-- Source material --
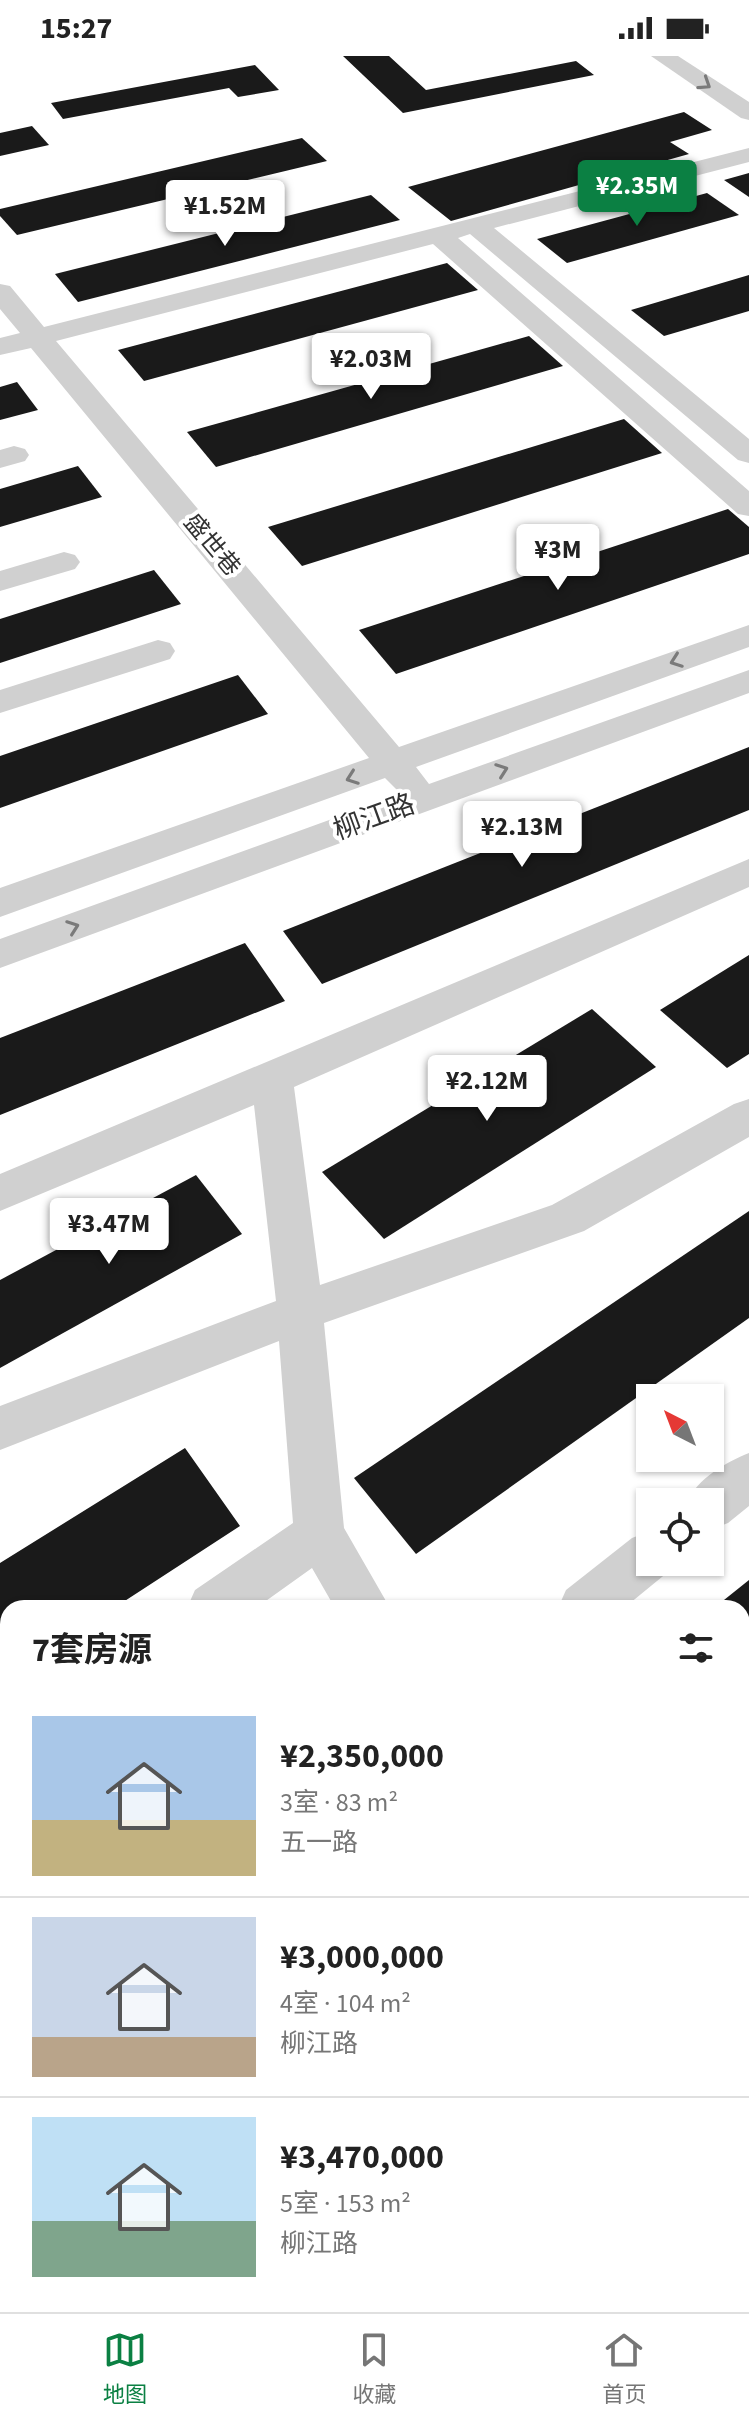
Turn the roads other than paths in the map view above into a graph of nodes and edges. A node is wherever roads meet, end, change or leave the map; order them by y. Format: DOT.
graph roads {
  1 [pos="662,56"];
  2 [pos="701,56"];
  3 [pos="749,87"];
  4 [pos="749,113"];
  5 [pos="749,155"];
  6 [pos="476,226"];
  7 [pos="439,235"];
  8 [pos="0,292"];
  9 [pos="37,337"];
  10 [pos="0,347"];
  11 [pos="749,454"];
  12 [pos="749,507"];
  13 [pos="64,562"];
  14 [pos="0,581"];
  15 [pos="749,635"];
  16 [pos="158,651"];
  17 [pos="749,681"];
  18 [pos="0,702"];
  19 [pos="395,763"];
  20 [pos="423,799"];
  21 [pos="749,872"];
  22 [pos="0,903"];
  23 [pos="0,954"];
  24 [pos="272,1079"];
  25 [pos="749,1116"];
  26 [pos="0,1193"];
  27 [pos="300,1312"];
  28 [pos="0,1428"];
  29 [pos="749,1476"];
  30 [pos="724,1496"];
  31 [pos="319,1534"];
  32 [pos="636,1566"];
  33 [pos="224,1600"];
  34 [pos="359,1600"];
  35 [pos="594,1600"];
  1 -- 4 [label="street, one-way"];
  2 -- 3 [label="street"];
  5 -- 6 [label="street"];
  6 -- 7 [label="street"];
  6 -- 11 [label="street"];
  7 -- 9 [label="street"];
  7 -- 12 [label="street"];
  8 -- 9 [label="street, 盛世巷"];
  9 -- 10 [label="street"];
  9 -- 19 [label="street, 盛世巷"];
  13 -- 14 [label="street"];
  15 -- 19 [label="street, 柳江路, one-way"];
  16 -- 18 [label="street"];
  20 -- 17 [label="street, 柳江路, one-way"];
  19 -- 20 [label="street, 盛世巷"];
  19 -- 22 [label="street, 柳江路, one-way"];
  23 -- 20 [label="street, 柳江路, one-way"];
  21 -- 24 [label="street"];
  24 -- 26 [label="street"];
  24 -- 27 [label="street"];
  25 -- 27 [label="street"];
  27 -- 28 [label="street"];
  27 -- 31 [label="street"];
  29 -- 30 [label="street"];
  31 -- 33 [label="street"];
  31 -- 34 [label="street"];
  32 -- 35 [label="street"];
}
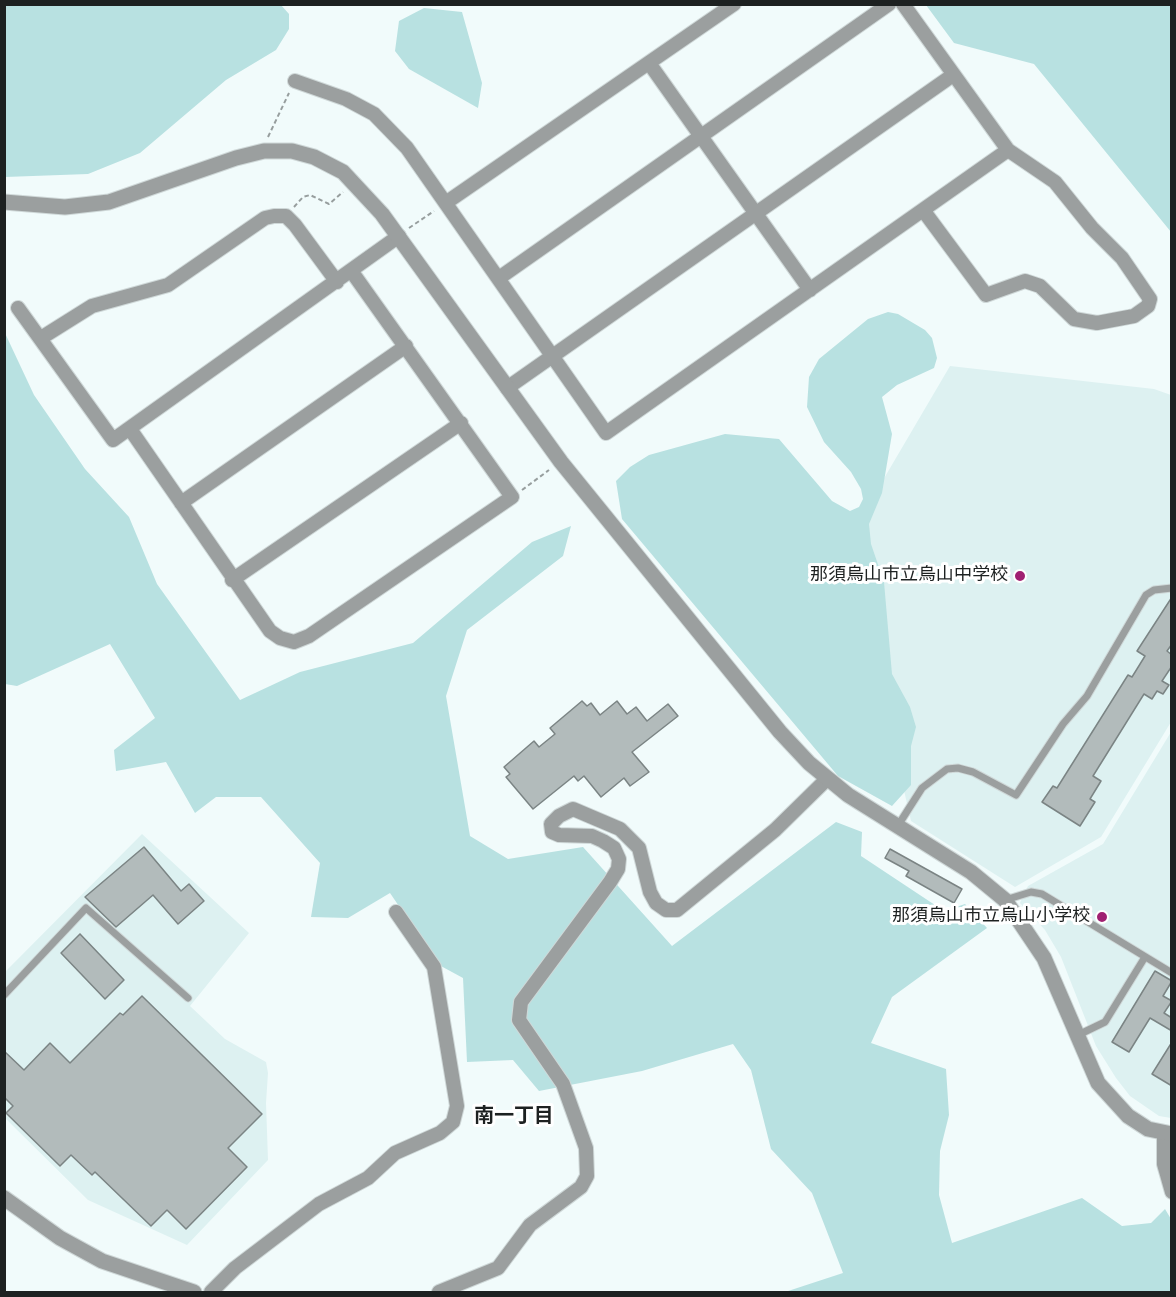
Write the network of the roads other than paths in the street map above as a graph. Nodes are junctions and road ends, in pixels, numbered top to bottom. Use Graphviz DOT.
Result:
graph roads {
  1 [pos="734,4"];
  2 [pos="889,4"];
  3 [pos="903,4"];
  4 [pos="649,63"];
  5 [pos="953,75"];
  6 [pos="295,81"];
  7 [pos="701,136"];
  8 [pos="1008,150"];
  9 [pos="4,202"];
  10 [pos="447,202"];
  11 [pos="923,210"];
  12 [pos="756,213"];
  13 [pos="399,236"];
  14 [pos="352,272"];
  15 [pos="499,279"];
  16 [pos="337,282"];
  17 [pos="810,290"];
  18 [pos="18,308"];
  19 [pos="41,338"];
  20 [pos="406,346"];
  21 [pos="553,356"];
  22 [pos="507,388"];
  23 [pos="460,423"];
  24 [pos="129,429"];
  25 [pos="181,503"];
  26 [pos="232,580"];
  27 [pos="1172,588"];
  28 [pos="827,779"];
  29 [pos="897,827"];
  30 [pos="1005,900"];
  31 [pos="396,912"];
  32 [pos="1145,957"];
  33 [pos="1172,974"];
  34 [pos="4,995"];
  35 [pos="188,998"];
  36 [pos="1076,1036"];
  37 [pos="1168,1133"];
  38 [pos="1172,1192"];
  39 [pos="4,1198"];
  40 [pos="194,1293"];
  41 [pos="211,1293"];
  42 [pos="439,1293"];
  1 -- 4 [label="street"];
  2 -- 7 [label="street"];
  3 -- 5 [label="street"];
  4 -- 7 [label="street"];
  4 -- 10 [label="street"];
  5 -- 8 [label="street"];
  5 -- 12 [label="street"];
  6 -- 10 [label="street"];
  7 -- 12 [label="street"];
  7 -- 15 [label="street"];
  8 -- 11 [label="street"];
  8 -- 11 [label="street"];
  9 -- 13 [label="street"];
  10 -- 15 [label="street"];
  11 -- 17 [label="street"];
  12 -- 17 [label="street"];
  12 -- 21 [label="street"];
  13 -- 14 [label="street"];
  13 -- 22 [label="street"];
  14 -- 16 [label="street"];
  14 -- 20 [label="street"];
  15 -- 21 [label="street"];
  16 -- 19 [label="street"];
  16 -- 24 [label="street"];
  17 -- 21 [label="street"];
  18 -- 19 [label="street"];
  19 -- 24 [label="street"];
  20 -- 23 [label="street"];
  20 -- 25 [label="street"];
  21 -- 22 [label="street"];
  22 -- 28 [label="street"];
  23 -- 26 [label="street"];
  23 -- 26 [label="street"];
  24 -- 25 [label="street"];
  25 -- 26 [label="street"];
  27 -- 29 [label="lane"];
  28 -- 29 [label="street"];
  28 -- 42 [label="street"];
  29 -- 30 [label="street"];
  30 -- 32 [label="lane"];
  30 -- 36 [label="street"];
  31 -- 41 [label="street"];
  32 -- 33 [label="lane"];
  32 -- 36 [label="lane"];
  34 -- 35 [label="lane"];
  36 -- 37 [label="street"];
  37 -- 38 [label="street"];
  39 -- 40 [label="street"];
}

-- What is expected --
Respond with a single number: the count of lines in the entries above that contain the string "lane".

-- Output --
5